Required work:
Only the words of the entries are wanted, repeated exactly and without images.

Provided information:
—————
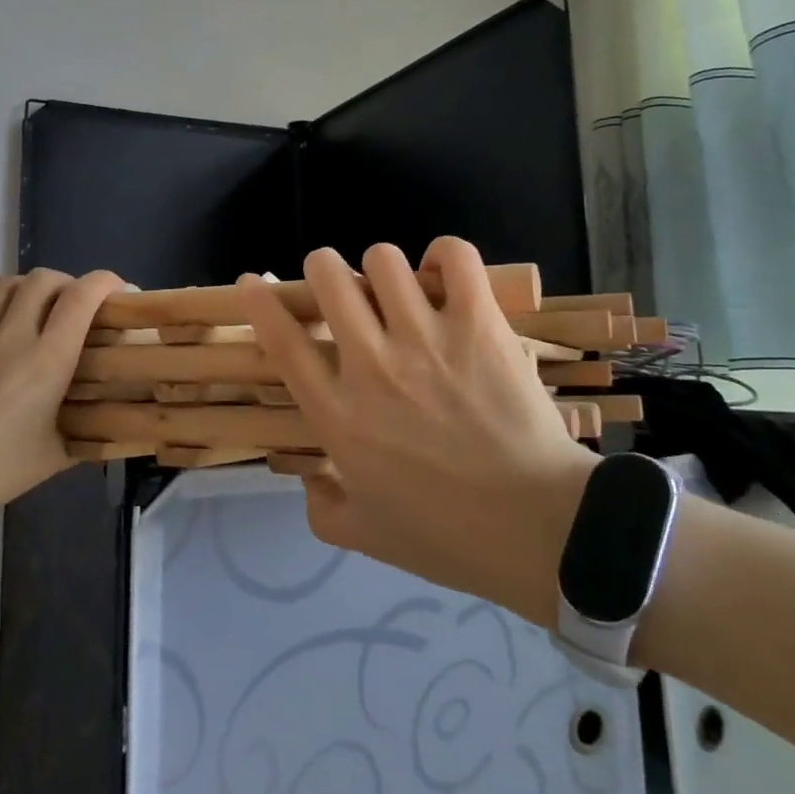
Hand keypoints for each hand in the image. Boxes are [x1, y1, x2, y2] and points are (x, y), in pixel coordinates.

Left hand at [0, 268, 125, 526]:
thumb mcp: (53, 458)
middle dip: (70, 283)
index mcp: (47, 360)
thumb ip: (87, 435)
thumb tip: (115, 427)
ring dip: (30, 286)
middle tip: (78, 306)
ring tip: (38, 307)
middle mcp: (12, 336)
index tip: (119, 289)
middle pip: (44, 279)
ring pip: (6, 283)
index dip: (105, 282)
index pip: (81, 298)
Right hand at [238, 239, 594, 626]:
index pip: (282, 340)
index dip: (259, 301)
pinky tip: (441, 275)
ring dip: (381, 269)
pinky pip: (453, 257)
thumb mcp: (365, 536)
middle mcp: (372, 365)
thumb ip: (321, 508)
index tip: (254, 281)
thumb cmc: (448, 537)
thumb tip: (309, 477)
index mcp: (338, 415)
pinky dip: (442, 256)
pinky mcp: (478, 324)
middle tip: (341, 289)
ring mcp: (426, 339)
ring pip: (383, 260)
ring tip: (398, 289)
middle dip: (323, 270)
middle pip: (328, 278)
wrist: (540, 530)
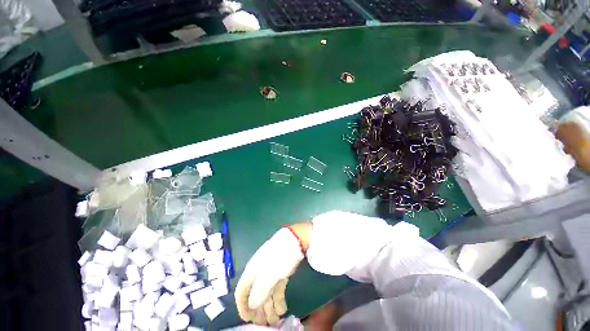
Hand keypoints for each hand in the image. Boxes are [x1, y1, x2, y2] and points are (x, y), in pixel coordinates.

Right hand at [235, 224, 310, 324]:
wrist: (296, 240)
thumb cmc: (280, 256)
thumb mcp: (269, 274)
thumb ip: (259, 291)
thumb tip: (252, 305)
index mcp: (252, 270)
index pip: (242, 291)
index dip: (242, 307)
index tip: (248, 320)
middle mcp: (259, 272)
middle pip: (255, 294)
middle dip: (259, 311)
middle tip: (265, 325)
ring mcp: (271, 271)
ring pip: (267, 293)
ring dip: (270, 308)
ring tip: (276, 321)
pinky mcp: (281, 271)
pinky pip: (276, 289)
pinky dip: (278, 300)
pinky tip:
—————
Task result:
Hand keypoints for each hand in the image. Boxes are [x1, y1, x2, y2] and points are (x, y), in pixel coordinates.

Left hand at [0, 268, 125, 526]:
thumb mcp: (53, 458)
middle dip: (70, 283)
index mcp: (47, 360)
thumb ip: (87, 435)
thumb tip: (115, 427)
ring dip: (30, 286)
middle tip: (78, 306)
ring tip: (38, 307)
middle mcp: (12, 336)
index tip: (119, 289)
middle pip: (44, 279)
ring pip: (6, 283)
index dip: (105, 282)
index pip: (81, 298)
Right hand at [238, 239, 594, 626]:
index pip: (282, 340)
index dip: (259, 301)
pinky tip: (441, 275)
ring dip: (381, 269)
pinky pip: (453, 257)
thumb mcp: (365, 536)
middle mcp: (372, 365)
thumb ip: (321, 508)
index tip: (254, 281)
thumb cmc: (448, 537)
thumb tip: (309, 477)
index mcp: (338, 415)
pinky dip: (442, 256)
pinky mcp: (478, 324)
middle tip: (341, 289)
ring mcp: (426, 339)
ring pip: (383, 260)
ring tip: (398, 289)
middle dip: (323, 270)
middle pip: (328, 278)
wrist: (540, 530)
Hand keypoints for each hand in the image. Boxes are [x1, y1, x2, y2] and points are (x, y), in pixel coordinates.

Right hand at [235, 224, 310, 324]:
wrist: (296, 240)
thumb cmc: (280, 256)
thumb mcp: (269, 274)
thumb ip: (259, 291)
thumb tip: (252, 305)
index mcp: (252, 270)
index pip: (242, 291)
index dip: (242, 307)
index tip: (248, 320)
middle mcp: (259, 272)
middle pip: (255, 294)
middle dip: (259, 311)
middle tip: (265, 325)
ring mcp: (271, 271)
ring pip: (267, 293)
ring dip: (270, 308)
ring tip: (276, 321)
pinky mcp: (281, 271)
pinky pip: (276, 289)
pinky dip: (278, 300)
pinky tip:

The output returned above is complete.